All of us who work with housestaff understand that a crucial component of teaching clinical medicine is to take the time to both supervise resident work and deliver constructive feedback on its quality. In the assessment of competence, trainees have “direct supervision” when an attending, senior resident, or other individual is physically present and guiding the care in real time or “indirect supervision” when work is being checked after the care has been administered.
Regardless of the level of supervision, checking in with direct observations (watching trainees do the actual work in real time) provides invaluable information for both patient care and resident assessment. Given that assessment and supervision are key components of the Accreditation Council for Graduate Medical Education’s (ACGME) Next Accreditation System, many programs are now placing particular emphasis on the time we spend observing our trainees.
How can faculty fit direct observation into an already busy day? Here are some ideas for how to adapt and leverage your workflow to create new opportunities for resident skills assessment.
Gone are the days of sitting in a patient room for an hour observing a long history and physical performed by the resident or student that you are supervising. In spite of time constraints, you should aim to be at the bedside at the same time as the trainee as much as possible. Once there, take note of all that you see. For example, we often observe residents and students during bedside rounds or critical family discussions. Here are additional opportunities for trainee observation that might fit into your workflow:
- First thing in the morning, when the team is pre-rounding (this is perfect for when you are worried about a patient or are scheduled for a busy afternoon). Do NOT interrupt the resident workflow. Instruct them at the beginning of the rotation that you plan to observe unannounced. If they see you, they should continue with their normal activities. Pop in and out to catch key points, and gather the information necessary to guide patient care. Don’t take over to do teaching or feedback; that will come later in the day.

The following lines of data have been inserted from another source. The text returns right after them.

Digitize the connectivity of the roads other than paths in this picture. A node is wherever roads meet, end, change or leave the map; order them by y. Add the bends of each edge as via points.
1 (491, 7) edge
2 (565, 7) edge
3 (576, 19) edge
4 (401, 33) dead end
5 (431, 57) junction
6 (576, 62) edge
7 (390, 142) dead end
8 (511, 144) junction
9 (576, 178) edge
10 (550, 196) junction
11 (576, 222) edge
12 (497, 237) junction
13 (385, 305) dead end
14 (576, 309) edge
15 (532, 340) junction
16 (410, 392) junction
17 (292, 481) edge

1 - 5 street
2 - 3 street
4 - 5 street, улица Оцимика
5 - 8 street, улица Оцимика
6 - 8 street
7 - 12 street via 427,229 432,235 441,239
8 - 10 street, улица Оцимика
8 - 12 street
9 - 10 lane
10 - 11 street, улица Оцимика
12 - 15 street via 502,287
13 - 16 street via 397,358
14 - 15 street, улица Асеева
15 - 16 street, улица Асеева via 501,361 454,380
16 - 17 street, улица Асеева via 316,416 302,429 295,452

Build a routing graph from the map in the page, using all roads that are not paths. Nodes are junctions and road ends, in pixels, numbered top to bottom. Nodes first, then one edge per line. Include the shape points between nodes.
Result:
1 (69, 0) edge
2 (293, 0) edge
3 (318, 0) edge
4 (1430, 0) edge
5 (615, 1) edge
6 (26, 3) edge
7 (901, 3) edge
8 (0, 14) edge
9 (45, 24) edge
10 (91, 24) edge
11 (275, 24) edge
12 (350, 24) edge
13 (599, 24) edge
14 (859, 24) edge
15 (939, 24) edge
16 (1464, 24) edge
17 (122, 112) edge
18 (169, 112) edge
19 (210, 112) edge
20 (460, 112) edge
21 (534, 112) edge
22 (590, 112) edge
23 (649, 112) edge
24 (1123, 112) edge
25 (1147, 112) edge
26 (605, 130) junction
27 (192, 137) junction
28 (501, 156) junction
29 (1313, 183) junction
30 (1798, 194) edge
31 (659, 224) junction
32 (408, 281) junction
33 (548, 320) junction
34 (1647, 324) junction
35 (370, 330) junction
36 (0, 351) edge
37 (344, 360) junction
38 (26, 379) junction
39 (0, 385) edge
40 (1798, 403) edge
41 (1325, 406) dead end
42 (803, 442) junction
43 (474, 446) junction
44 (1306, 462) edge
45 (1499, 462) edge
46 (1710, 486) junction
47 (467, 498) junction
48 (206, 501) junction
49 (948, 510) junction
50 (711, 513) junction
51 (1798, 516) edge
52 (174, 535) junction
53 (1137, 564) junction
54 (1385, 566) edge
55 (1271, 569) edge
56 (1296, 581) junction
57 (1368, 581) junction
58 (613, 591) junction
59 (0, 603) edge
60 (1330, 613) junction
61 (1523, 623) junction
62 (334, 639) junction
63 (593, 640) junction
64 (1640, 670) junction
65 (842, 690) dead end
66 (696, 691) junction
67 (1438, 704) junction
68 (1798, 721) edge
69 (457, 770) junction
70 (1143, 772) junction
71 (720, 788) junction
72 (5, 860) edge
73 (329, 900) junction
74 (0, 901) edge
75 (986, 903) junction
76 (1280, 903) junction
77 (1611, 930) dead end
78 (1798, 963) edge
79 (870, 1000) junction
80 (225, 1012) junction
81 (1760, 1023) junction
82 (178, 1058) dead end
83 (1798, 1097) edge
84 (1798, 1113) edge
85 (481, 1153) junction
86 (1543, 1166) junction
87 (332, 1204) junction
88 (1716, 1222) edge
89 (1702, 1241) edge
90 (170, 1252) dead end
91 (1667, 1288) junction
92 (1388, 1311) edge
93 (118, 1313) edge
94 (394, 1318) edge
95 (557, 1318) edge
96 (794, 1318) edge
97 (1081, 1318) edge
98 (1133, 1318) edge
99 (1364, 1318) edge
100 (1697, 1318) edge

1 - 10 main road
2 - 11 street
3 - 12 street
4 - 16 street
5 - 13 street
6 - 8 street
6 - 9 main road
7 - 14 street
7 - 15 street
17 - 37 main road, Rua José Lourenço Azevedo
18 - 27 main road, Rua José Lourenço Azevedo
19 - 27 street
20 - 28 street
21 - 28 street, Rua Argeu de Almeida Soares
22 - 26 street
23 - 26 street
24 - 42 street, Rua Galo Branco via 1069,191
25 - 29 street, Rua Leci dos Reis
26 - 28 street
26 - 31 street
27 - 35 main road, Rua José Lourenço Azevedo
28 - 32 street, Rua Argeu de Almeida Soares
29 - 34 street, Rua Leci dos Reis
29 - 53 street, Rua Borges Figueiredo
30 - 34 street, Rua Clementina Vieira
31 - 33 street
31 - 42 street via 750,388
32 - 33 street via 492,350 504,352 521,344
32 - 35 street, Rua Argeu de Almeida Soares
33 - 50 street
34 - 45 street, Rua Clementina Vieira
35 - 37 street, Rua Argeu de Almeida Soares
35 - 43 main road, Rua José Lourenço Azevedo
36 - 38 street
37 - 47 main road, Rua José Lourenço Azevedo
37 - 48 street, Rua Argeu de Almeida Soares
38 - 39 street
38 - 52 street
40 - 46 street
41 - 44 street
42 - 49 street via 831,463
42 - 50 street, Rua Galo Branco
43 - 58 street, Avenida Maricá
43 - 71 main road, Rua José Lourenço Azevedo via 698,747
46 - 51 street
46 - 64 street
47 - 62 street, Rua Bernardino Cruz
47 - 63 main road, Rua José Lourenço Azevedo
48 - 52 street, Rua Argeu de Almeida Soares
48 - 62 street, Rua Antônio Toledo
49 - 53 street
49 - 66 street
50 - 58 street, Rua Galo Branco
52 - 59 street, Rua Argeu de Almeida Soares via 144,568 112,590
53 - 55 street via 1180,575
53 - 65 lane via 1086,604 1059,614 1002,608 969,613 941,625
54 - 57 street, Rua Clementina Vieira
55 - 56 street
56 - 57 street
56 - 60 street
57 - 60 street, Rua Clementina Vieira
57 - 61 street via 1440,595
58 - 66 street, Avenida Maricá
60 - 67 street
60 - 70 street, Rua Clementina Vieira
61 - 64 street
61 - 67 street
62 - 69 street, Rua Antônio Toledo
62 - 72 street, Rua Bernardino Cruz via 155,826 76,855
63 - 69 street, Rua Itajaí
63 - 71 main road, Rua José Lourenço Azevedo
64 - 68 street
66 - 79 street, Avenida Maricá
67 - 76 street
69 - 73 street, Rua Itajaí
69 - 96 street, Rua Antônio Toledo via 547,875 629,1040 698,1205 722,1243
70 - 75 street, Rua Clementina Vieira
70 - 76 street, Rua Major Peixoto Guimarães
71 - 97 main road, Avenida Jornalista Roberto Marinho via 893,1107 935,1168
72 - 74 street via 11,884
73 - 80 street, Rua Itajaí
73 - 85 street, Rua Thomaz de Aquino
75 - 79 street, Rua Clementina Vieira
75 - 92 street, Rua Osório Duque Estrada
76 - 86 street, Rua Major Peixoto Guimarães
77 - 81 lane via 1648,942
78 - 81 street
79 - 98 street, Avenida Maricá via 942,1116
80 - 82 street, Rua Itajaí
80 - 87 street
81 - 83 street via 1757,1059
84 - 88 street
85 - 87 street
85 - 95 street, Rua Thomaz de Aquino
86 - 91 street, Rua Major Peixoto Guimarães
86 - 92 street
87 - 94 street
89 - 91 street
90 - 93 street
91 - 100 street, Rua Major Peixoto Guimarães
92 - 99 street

- During a procedure performed by a supervising resident who already has demonstrated technical competence. Bring a computer on wheels into the patient’s room, sit down, and catch up on charting while listening to and observing the explanations, teaching, and interaction between the patient and the resident. You can still intervene if necessary, but take appropriate steps to allow resident autonomy and the observation of high-level communication skills.
- At the bedside of a clinically unstable patient. If you are together with the team when a nurse calls with a concern, you can instruct the resident to go ahead and intervene with close follow-up in a few minutes. This allows residents to get a head start, gather information, and establish themselves as the decision-makers, while still providing an opportunity for close observation by the faculty.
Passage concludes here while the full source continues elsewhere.